Pues sí, señoras y señores, niñas y niños: somos muchas las personas que vivimos antes del iTunes, antes de la era digital. Y cuando digo «vivimos» me refiero a que fuimos jóvenes, melómanos o no, que perseguíamos por cielo y tierra las canciones que nos gustaban; que las buscábamos, las añorábamos y nos las aprendíamos de memoria.
Éramos preparatorianas, íbamos en un Jetta por la vieja carretera de Acapulco, pasábamos por el
aún famoso Cañón del Zopilote con un calor de más de 40 grados, y poco a poco se nos iban terminando las cervezas de la hielera, mientras el hielo se evaporaba.

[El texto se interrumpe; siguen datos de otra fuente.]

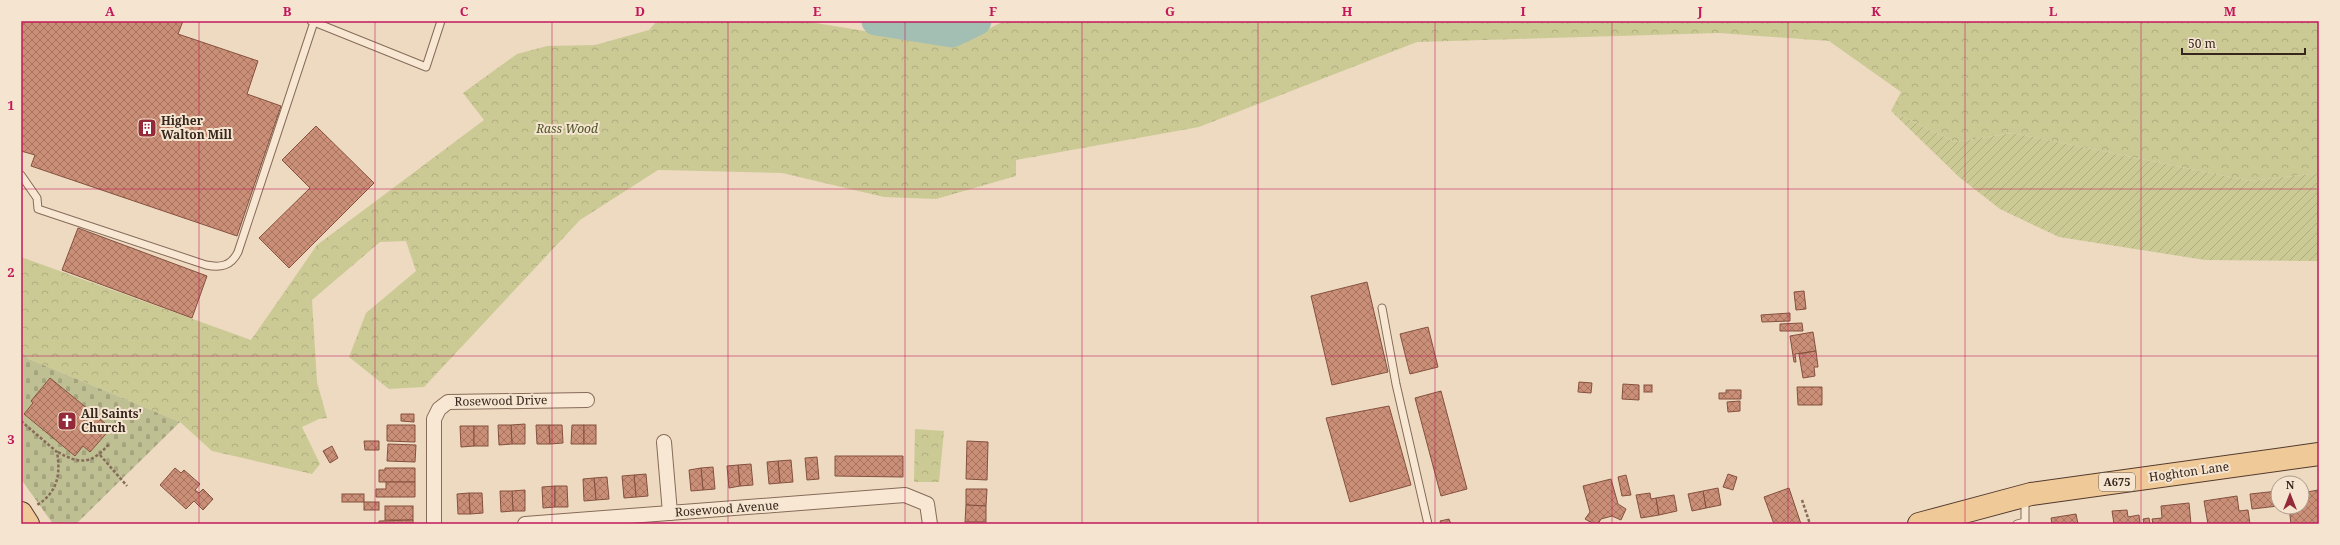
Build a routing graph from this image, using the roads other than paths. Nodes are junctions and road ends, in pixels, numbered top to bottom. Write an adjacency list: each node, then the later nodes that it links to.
1 (442, 21): 2 (lane)
2 (313, 22): 3 (lane)
3 (21, 175)
4 (1382, 308): 15 (lane)
5 (587, 400): 12 (street, Rosewood Drive)
6 (664, 442): 9 (street)
7 (2319, 454): 8 (main road, Hoghton Lane / A675)
8 (2025, 495): 16 (main road, Hoghton Lane / A675); 17 (lane)
9 (670, 513): 10 (street, Rosewood Avenue); 14 (street, Rosewood Avenue)
10 (649, 519): 11 (street, Rosewood Avenue)
11 (563, 523): 13 (street, Rosewood Avenue)
12 (434, 524)
13 (525, 524)
14 (930, 524)
15 (1428, 524)
16 (1918, 524)
17 (2017, 524)

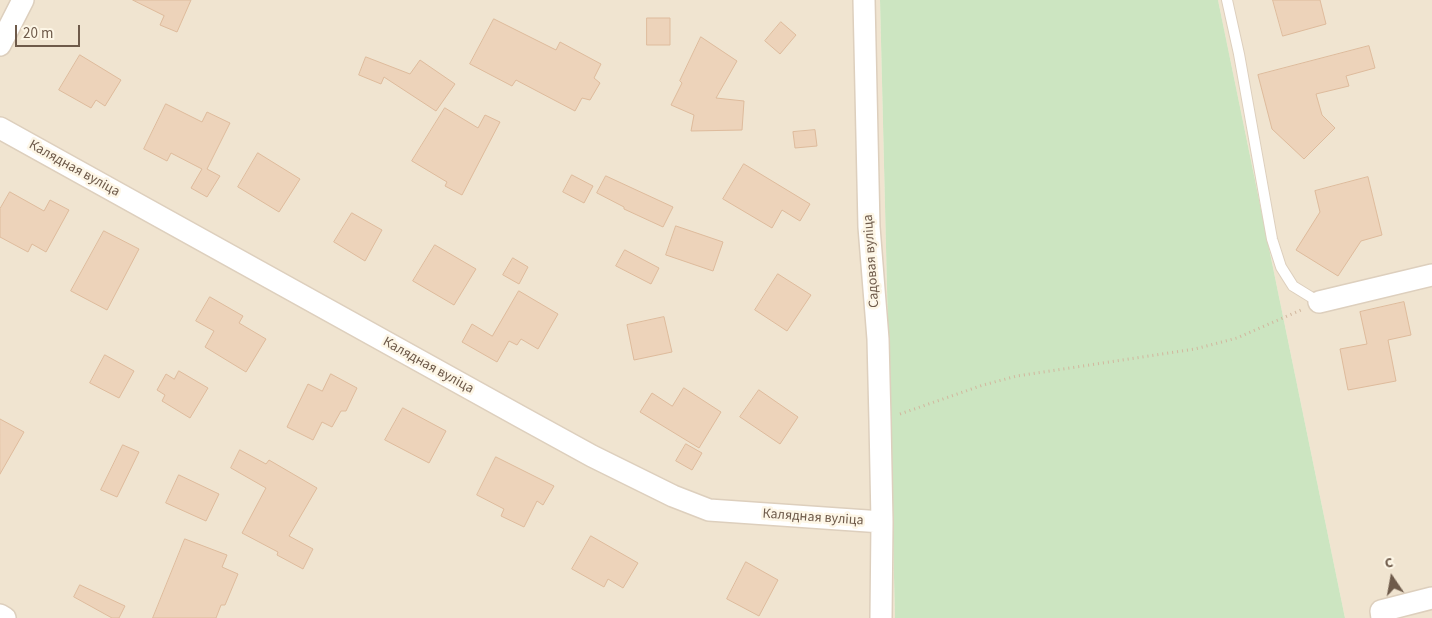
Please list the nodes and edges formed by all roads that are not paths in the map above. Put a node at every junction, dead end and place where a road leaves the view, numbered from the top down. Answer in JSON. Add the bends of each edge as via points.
{"nodes":[{"id":1,"x":23,"y":0,"type":"edge"},
{"id":2,"x":864,"y":0,"type":"edge"},
{"id":3,"x":1227,"y":0,"type":"edge"},
{"id":4,"x":0,"y":45,"type":"edge"},
{"id":5,"x":0,"y":128,"type":"edge"},
{"id":6,"x":1432,"y":275,"type":"edge"},
{"id":7,"x":1320,"y":302,"type":"joint"},
{"id":8,"x":882,"y":522,"type":"junction"},
{"id":9,"x":1432,"y":598,"type":"edge"},
{"id":10,"x":0,"y":615,"type":"edge"},
{"id":11,"x":5,"y":618,"type":"edge"},
{"id":12,"x":881,"y":618,"type":"edge"},
{"id":13,"x":1382,"y":618,"type":"edge"}],
"edges":[{"from":1,"to":4,"type":"street"},
{"from":2,"to":8,"type":"street","name":"Садовая вуліца","via":[[869,228],[878,339]]},
{"from":3,"to":7,"type":"lane","via":[[1272,239],[1281,267],[1293,286]]},
{"from":5,"to":8,"type":"street","name":"Калядная вуліца","via":[[529,422],[673,496],[709,510]]},
{"from":6,"to":7,"type":"street"},
{"from":8,"to":12,"type":"street","name":"Садовая вуліца"},
{"from":9,"to":13,"type":"street","via":[[1381,611]]},
{"from":10,"to":11,"type":"street"}]}
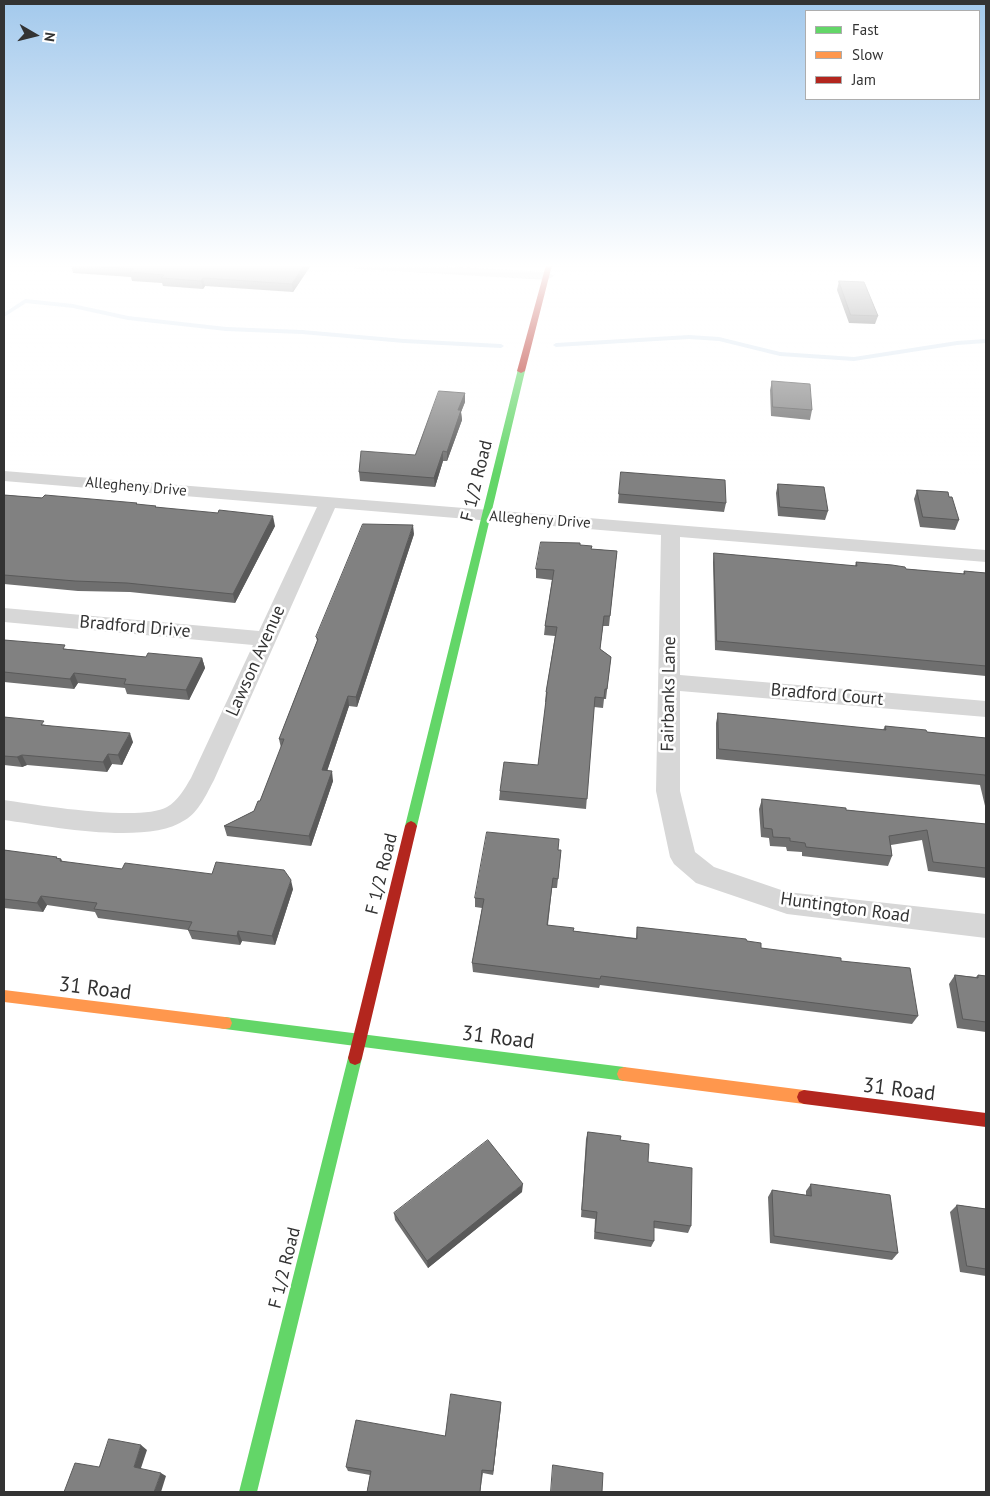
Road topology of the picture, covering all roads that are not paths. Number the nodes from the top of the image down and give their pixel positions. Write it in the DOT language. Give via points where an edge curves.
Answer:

Javier —conductor y dueño del auto— cantaba al unísono, con Tamara y conmigo, la canción que se había repetido más de diez veces en el cassette que sonaba
en el autoestéreo portátil y removible —porque se los robaban y los tenías que sacar del coche—: «Queridaaaa, ven a mí que estoy sufriendo, ven a mí que estoy muriendo… mira mi soledad, mira mi soledad que no me sienta nada bien»; era un cassette tdk que tenía anotado con plumón rojo: «Buenas, muy buenas, nuevas, español», encima del texto «concierto de Emerson Lake and Palmer», que estaba tachado, también con rojo.
Asia, Toto, Bosé, Alejandra Guzmán, Mijares, Yuri, Emmanuel, Juan Gabriel —autor de la susodicha canción— y obvio, superobvio, siempre y mucho: José José, eran los protagonistas.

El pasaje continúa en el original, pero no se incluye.